Task prompt:
Could you write out the records below exactly as they appear?

*****

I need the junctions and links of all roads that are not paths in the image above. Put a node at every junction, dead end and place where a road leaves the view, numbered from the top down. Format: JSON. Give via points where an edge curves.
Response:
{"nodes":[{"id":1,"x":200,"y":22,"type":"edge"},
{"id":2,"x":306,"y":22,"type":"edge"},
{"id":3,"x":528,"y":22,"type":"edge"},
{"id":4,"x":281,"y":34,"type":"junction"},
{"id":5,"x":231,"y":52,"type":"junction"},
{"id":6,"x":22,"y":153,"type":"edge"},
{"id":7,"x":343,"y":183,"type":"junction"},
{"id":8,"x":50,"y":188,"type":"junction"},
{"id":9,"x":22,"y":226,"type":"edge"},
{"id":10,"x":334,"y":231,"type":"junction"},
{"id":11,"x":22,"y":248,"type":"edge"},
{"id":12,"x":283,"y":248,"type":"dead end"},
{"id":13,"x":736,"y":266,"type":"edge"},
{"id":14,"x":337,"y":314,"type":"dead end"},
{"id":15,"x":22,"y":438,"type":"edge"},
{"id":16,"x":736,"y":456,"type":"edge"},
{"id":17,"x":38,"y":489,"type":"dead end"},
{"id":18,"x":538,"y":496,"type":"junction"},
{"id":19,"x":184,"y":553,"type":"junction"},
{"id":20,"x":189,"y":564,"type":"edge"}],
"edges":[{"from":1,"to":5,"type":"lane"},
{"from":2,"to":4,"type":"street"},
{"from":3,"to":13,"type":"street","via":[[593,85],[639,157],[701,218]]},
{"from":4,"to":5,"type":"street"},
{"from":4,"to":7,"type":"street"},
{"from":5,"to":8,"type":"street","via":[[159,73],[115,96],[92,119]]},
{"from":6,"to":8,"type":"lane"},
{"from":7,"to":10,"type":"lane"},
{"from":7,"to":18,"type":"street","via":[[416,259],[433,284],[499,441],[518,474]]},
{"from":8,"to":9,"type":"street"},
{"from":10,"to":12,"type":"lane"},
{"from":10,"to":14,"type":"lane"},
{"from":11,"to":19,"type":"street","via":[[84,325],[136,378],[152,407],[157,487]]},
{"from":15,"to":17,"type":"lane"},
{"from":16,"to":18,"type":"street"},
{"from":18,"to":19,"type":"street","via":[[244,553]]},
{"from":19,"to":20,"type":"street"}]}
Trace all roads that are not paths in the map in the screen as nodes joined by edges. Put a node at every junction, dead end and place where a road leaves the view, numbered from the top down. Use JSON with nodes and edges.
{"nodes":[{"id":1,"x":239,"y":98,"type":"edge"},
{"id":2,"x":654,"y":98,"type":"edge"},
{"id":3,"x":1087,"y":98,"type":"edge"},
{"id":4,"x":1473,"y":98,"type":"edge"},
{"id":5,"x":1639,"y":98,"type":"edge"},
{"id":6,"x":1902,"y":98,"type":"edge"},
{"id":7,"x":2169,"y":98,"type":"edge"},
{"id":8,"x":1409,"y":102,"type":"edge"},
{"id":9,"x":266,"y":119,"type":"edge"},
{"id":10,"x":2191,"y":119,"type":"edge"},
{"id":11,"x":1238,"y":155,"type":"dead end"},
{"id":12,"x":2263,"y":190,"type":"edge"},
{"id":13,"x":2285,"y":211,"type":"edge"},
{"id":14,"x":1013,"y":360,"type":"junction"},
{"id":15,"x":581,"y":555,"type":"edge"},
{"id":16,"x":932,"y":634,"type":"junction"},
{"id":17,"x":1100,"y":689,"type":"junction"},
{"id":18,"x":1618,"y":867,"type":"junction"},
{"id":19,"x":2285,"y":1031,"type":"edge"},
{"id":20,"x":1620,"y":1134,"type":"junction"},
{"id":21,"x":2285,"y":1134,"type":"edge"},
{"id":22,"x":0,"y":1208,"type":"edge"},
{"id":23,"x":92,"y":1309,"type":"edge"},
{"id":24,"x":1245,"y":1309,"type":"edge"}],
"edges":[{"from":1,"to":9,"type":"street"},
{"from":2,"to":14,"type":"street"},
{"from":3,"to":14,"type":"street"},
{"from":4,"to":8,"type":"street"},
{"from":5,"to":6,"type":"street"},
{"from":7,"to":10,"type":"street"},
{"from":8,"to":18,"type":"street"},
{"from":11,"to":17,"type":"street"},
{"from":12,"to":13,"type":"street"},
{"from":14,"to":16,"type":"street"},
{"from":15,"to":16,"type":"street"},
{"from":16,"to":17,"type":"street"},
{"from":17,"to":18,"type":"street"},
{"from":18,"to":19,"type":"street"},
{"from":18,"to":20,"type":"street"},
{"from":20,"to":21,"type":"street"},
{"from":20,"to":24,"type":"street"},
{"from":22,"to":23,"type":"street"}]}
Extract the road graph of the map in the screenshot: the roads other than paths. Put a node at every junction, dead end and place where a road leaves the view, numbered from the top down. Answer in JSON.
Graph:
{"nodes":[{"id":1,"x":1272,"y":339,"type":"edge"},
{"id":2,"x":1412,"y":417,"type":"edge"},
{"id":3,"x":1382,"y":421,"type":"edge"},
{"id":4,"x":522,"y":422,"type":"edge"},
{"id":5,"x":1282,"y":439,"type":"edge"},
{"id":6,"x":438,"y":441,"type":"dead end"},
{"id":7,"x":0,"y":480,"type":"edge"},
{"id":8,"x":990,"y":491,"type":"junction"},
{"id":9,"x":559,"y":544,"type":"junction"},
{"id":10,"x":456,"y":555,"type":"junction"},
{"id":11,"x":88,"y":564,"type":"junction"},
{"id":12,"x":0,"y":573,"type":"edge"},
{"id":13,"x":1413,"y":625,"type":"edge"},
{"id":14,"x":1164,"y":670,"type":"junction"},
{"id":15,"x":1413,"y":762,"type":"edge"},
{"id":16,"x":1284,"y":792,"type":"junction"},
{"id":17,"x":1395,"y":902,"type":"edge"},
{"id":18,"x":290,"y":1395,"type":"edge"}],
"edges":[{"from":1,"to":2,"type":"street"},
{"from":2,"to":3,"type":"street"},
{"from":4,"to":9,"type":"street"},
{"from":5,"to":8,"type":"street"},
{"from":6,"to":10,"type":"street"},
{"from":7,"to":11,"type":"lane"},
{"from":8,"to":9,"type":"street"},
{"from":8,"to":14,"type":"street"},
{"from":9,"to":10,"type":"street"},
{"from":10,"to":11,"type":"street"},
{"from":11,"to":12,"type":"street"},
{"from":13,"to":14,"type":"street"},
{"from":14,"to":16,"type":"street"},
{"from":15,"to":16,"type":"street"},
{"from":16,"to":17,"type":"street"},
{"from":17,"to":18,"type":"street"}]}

*****

Output of the task:
I need the junctions and links of all roads that are not paths in the image above. Put a node at every junction, dead end and place where a road leaves the view, numbered from the top down. Format: JSON. Give via points where an edge curves.
Response:
{"nodes":[{"id":1,"x":200,"y":22,"type":"edge"},
{"id":2,"x":306,"y":22,"type":"edge"},
{"id":3,"x":528,"y":22,"type":"edge"},
{"id":4,"x":281,"y":34,"type":"junction"},
{"id":5,"x":231,"y":52,"type":"junction"},
{"id":6,"x":22,"y":153,"type":"edge"},
{"id":7,"x":343,"y":183,"type":"junction"},
{"id":8,"x":50,"y":188,"type":"junction"},
{"id":9,"x":22,"y":226,"type":"edge"},
{"id":10,"x":334,"y":231,"type":"junction"},
{"id":11,"x":22,"y":248,"type":"edge"},
{"id":12,"x":283,"y":248,"type":"dead end"},
{"id":13,"x":736,"y":266,"type":"edge"},
{"id":14,"x":337,"y":314,"type":"dead end"},
{"id":15,"x":22,"y":438,"type":"edge"},
{"id":16,"x":736,"y":456,"type":"edge"},
{"id":17,"x":38,"y":489,"type":"dead end"},
{"id":18,"x":538,"y":496,"type":"junction"},
{"id":19,"x":184,"y":553,"type":"junction"},
{"id":20,"x":189,"y":564,"type":"edge"}],
"edges":[{"from":1,"to":5,"type":"lane"},
{"from":2,"to":4,"type":"street"},
{"from":3,"to":13,"type":"street","via":[[593,85],[639,157],[701,218]]},
{"from":4,"to":5,"type":"street"},
{"from":4,"to":7,"type":"street"},
{"from":5,"to":8,"type":"street","via":[[159,73],[115,96],[92,119]]},
{"from":6,"to":8,"type":"lane"},
{"from":7,"to":10,"type":"lane"},
{"from":7,"to":18,"type":"street","via":[[416,259],[433,284],[499,441],[518,474]]},
{"from":8,"to":9,"type":"street"},
{"from":10,"to":12,"type":"lane"},
{"from":10,"to":14,"type":"lane"},
{"from":11,"to":19,"type":"street","via":[[84,325],[136,378],[152,407],[157,487]]},
{"from":15,"to":17,"type":"lane"},
{"from":16,"to":18,"type":"street"},
{"from":18,"to":19,"type":"street","via":[[244,553]]},
{"from":19,"to":20,"type":"street"}]}
Trace all roads that are not paths in the map in the screen as nodes joined by edges. Put a node at every junction, dead end and place where a road leaves the view, numbered from the top down. Use JSON with nodes and edges.
{"nodes":[{"id":1,"x":239,"y":98,"type":"edge"},
{"id":2,"x":654,"y":98,"type":"edge"},
{"id":3,"x":1087,"y":98,"type":"edge"},
{"id":4,"x":1473,"y":98,"type":"edge"},
{"id":5,"x":1639,"y":98,"type":"edge"},
{"id":6,"x":1902,"y":98,"type":"edge"},
{"id":7,"x":2169,"y":98,"type":"edge"},
{"id":8,"x":1409,"y":102,"type":"edge"},
{"id":9,"x":266,"y":119,"type":"edge"},
{"id":10,"x":2191,"y":119,"type":"edge"},
{"id":11,"x":1238,"y":155,"type":"dead end"},
{"id":12,"x":2263,"y":190,"type":"edge"},
{"id":13,"x":2285,"y":211,"type":"edge"},
{"id":14,"x":1013,"y":360,"type":"junction"},
{"id":15,"x":581,"y":555,"type":"edge"},
{"id":16,"x":932,"y":634,"type":"junction"},
{"id":17,"x":1100,"y":689,"type":"junction"},
{"id":18,"x":1618,"y":867,"type":"junction"},
{"id":19,"x":2285,"y":1031,"type":"edge"},
{"id":20,"x":1620,"y":1134,"type":"junction"},
{"id":21,"x":2285,"y":1134,"type":"edge"},
{"id":22,"x":0,"y":1208,"type":"edge"},
{"id":23,"x":92,"y":1309,"type":"edge"},
{"id":24,"x":1245,"y":1309,"type":"edge"}],
"edges":[{"from":1,"to":9,"type":"street"},
{"from":2,"to":14,"type":"street"},
{"from":3,"to":14,"type":"street"},
{"from":4,"to":8,"type":"street"},
{"from":5,"to":6,"type":"street"},
{"from":7,"to":10,"type":"street"},
{"from":8,"to":18,"type":"street"},
{"from":11,"to":17,"type":"street"},
{"from":12,"to":13,"type":"street"},
{"from":14,"to":16,"type":"street"},
{"from":15,"to":16,"type":"street"},
{"from":16,"to":17,"type":"street"},
{"from":17,"to":18,"type":"street"},
{"from":18,"to":19,"type":"street"},
{"from":18,"to":20,"type":"street"},
{"from":20,"to":21,"type":"street"},
{"from":20,"to":24,"type":"street"},
{"from":22,"to":23,"type":"street"}]}
Extract the road graph of the map in the screenshot: the roads other than paths. Put a node at every junction, dead end and place where a road leaves the view, numbered from the top down. Answer in JSON.
Graph:
{"nodes":[{"id":1,"x":1272,"y":339,"type":"edge"},
{"id":2,"x":1412,"y":417,"type":"edge"},
{"id":3,"x":1382,"y":421,"type":"edge"},
{"id":4,"x":522,"y":422,"type":"edge"},
{"id":5,"x":1282,"y":439,"type":"edge"},
{"id":6,"x":438,"y":441,"type":"dead end"},
{"id":7,"x":0,"y":480,"type":"edge"},
{"id":8,"x":990,"y":491,"type":"junction"},
{"id":9,"x":559,"y":544,"type":"junction"},
{"id":10,"x":456,"y":555,"type":"junction"},
{"id":11,"x":88,"y":564,"type":"junction"},
{"id":12,"x":0,"y":573,"type":"edge"},
{"id":13,"x":1413,"y":625,"type":"edge"},
{"id":14,"x":1164,"y":670,"type":"junction"},
{"id":15,"x":1413,"y":762,"type":"edge"},
{"id":16,"x":1284,"y":792,"type":"junction"},
{"id":17,"x":1395,"y":902,"type":"edge"},
{"id":18,"x":290,"y":1395,"type":"edge"}],
"edges":[{"from":1,"to":2,"type":"street"},
{"from":2,"to":3,"type":"street"},
{"from":4,"to":9,"type":"street"},
{"from":5,"to":8,"type":"street"},
{"from":6,"to":10,"type":"street"},
{"from":7,"to":11,"type":"lane"},
{"from":8,"to":9,"type":"street"},
{"from":8,"to":14,"type":"street"},
{"from":9,"to":10,"type":"street"},
{"from":10,"to":11,"type":"street"},
{"from":11,"to":12,"type":"street"},
{"from":13,"to":14,"type":"street"},
{"from":14,"to":16,"type":"street"},
{"from":15,"to":16,"type":"street"},
{"from":16,"to":17,"type":"street"},
{"from":17,"to":18,"type":"street"}]}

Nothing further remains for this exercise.